The date was September 11, 2001, and the clock was about to strike 8:46 am.

In the blink of an eye, our world changed forever.

Few moments have polarized history as did the tragic events of that fateful day, twenty years ago. It is one of the moments in which most everyone can instantly recall their precise location when they heard the news. Words could never, and will never, adequately express the feelings of loss, sorrow and pain that so many Americans felt, and continue to feel to this day. The attacks claimed the lives of nearly 3,000 innocent victims, injured more than 6,000 others, and left a nation devastated in its wake.

However, in the midst of sorrow, America became more determined than ever to demonstrate the resiliency it had always known since its inception. In short, we did not forget, but we moved forward. No cowardly act of terror would be enough to break the American spirit.

One Sunday in September

Despite its lack of significance in the grand scheme of things, professional sports played an integral role in helping Americans heal after the events of September 11. Major League Baseball and the National Football League were at opposite ends of the spectrum in terms of their regular seasons. Baseball was marching towards the playoffs. Football had just begun. Each sport left an indelible mark on America’s return to strength in 2001, The diversion, that was professional sports, helped to kickstart the process towards healing.

After the postponement of the NFL’s 2001 Week 2 schedule, play resumed on September 23, 2001. Professional football had returned just 12 days after the September 11 attacks. Throughout each of the 15 sites that hosted games that week, there were tremendous displays of patriotism, both on the field and in the stands.

In Foxboro, Massachusetts, the New England Patriots hosted the New York Jets.

In what would normally be a contentious meeting between two bitter rivals, the theme was one of unity and solidarity.
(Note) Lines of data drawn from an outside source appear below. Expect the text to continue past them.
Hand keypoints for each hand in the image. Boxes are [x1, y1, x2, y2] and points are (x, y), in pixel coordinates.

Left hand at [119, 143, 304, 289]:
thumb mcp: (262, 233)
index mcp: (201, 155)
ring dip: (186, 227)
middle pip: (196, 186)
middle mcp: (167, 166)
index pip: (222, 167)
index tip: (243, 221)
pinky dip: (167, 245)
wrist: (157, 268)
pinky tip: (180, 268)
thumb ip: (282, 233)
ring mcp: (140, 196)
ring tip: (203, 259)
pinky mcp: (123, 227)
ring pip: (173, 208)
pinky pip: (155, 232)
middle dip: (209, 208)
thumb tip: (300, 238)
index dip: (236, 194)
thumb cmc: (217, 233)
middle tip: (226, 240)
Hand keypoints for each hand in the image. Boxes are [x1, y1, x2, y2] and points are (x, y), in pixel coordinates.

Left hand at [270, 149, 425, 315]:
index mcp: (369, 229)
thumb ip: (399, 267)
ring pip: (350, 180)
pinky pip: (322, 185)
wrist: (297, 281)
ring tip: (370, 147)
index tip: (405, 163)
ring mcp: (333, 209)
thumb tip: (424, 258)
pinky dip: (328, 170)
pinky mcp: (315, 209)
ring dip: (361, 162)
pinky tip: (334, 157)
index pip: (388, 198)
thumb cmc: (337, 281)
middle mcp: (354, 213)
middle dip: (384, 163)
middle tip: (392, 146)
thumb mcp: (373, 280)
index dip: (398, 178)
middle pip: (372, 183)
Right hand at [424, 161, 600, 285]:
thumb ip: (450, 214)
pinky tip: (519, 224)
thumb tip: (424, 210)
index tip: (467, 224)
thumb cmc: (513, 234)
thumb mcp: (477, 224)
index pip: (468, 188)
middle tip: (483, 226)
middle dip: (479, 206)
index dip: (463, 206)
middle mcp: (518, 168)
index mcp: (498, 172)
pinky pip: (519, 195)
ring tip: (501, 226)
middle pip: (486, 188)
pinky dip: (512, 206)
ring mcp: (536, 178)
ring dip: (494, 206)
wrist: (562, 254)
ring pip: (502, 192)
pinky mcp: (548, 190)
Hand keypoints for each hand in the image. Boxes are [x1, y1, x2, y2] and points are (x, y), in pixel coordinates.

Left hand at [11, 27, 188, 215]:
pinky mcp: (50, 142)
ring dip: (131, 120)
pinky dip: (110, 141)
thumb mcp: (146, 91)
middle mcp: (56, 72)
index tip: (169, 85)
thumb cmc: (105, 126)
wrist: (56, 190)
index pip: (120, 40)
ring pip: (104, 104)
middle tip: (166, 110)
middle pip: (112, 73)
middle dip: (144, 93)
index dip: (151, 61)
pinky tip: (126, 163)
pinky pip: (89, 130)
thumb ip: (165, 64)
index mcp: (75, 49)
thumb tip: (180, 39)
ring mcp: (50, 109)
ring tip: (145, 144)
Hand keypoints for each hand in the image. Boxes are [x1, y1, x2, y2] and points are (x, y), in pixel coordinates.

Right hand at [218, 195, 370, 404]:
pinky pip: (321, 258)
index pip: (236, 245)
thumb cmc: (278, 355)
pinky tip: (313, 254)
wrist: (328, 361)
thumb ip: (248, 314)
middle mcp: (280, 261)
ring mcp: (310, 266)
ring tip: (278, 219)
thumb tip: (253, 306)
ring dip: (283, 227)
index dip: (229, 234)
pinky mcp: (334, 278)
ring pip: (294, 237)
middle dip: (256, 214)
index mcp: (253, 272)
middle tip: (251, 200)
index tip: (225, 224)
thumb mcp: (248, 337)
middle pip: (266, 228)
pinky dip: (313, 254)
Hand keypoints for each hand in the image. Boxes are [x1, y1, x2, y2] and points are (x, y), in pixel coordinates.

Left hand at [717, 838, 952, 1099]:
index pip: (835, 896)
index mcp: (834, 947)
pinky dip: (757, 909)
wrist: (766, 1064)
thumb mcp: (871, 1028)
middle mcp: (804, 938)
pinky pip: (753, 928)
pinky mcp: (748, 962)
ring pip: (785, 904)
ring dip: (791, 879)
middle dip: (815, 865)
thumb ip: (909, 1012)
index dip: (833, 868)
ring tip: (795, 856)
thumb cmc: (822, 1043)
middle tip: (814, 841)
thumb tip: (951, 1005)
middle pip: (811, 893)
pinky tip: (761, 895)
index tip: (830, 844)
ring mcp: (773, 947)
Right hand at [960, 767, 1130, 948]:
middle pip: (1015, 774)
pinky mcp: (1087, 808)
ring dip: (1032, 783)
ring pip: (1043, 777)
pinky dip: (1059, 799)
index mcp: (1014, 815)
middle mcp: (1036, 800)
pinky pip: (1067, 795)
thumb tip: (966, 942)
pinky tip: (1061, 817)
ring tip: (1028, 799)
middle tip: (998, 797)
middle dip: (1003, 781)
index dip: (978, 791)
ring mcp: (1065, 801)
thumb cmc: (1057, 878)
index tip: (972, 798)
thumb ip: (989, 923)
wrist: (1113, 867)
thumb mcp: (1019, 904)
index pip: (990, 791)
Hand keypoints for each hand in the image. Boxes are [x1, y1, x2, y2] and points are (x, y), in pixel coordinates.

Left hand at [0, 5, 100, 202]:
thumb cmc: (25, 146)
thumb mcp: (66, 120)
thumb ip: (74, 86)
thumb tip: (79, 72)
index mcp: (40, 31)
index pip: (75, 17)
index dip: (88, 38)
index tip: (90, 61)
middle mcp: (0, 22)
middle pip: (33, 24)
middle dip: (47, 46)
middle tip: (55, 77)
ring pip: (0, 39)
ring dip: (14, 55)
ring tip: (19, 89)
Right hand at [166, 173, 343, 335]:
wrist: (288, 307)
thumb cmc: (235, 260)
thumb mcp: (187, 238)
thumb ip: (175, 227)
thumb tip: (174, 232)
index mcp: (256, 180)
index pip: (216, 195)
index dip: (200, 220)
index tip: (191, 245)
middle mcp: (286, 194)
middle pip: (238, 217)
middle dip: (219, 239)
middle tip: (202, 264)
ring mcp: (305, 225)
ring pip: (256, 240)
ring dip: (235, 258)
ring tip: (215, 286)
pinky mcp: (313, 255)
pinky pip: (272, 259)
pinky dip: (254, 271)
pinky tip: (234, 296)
It was a tone set before the opening kickoff. This time, it was not the actions of the players, the coaches or the owners that captured the mood of this special Sunday in September. Rather, it was the faith and perseverance of a family from Staten Island, New York, by the name of Andruzzi.

‘Doing Their Job’

The third of four brothers, Joe Andruzzi was no stranger to hearing cheers on a regular basis. He was an offensive lineman for the New England Patriots and played football in front of raucous crowds each autumn and winter weekend. Despite seeing himself as just a regular guy, he was the ‘high-profile’ one in the family. However, on this day, he would have the honor of sharing the stage with his three brothers. This time, they were the heroes…and Joe could not have been more proud.In 2001, Joe’s brothers Jimmy, Billy and Marc Andruzzi were all New York City firefighters. The uncertainty and conditions his siblings were facing gripped the Patriots’ lineman with fear and panic. He knew that each of them had been among the first responders, and feared for their safety, and even their lives. Thankfully, after six hours, the Andruzzi family was able to confirm that all three brothers were safe. They had defied the odds, amidst the chaos in Manhattan. After finally reuniting with his brothers and family, it became clear to Joe what mattered most in times of tragedy. At that moment, the feelings of distress and concern morphed into an overwhelming sense of relief and gratitude.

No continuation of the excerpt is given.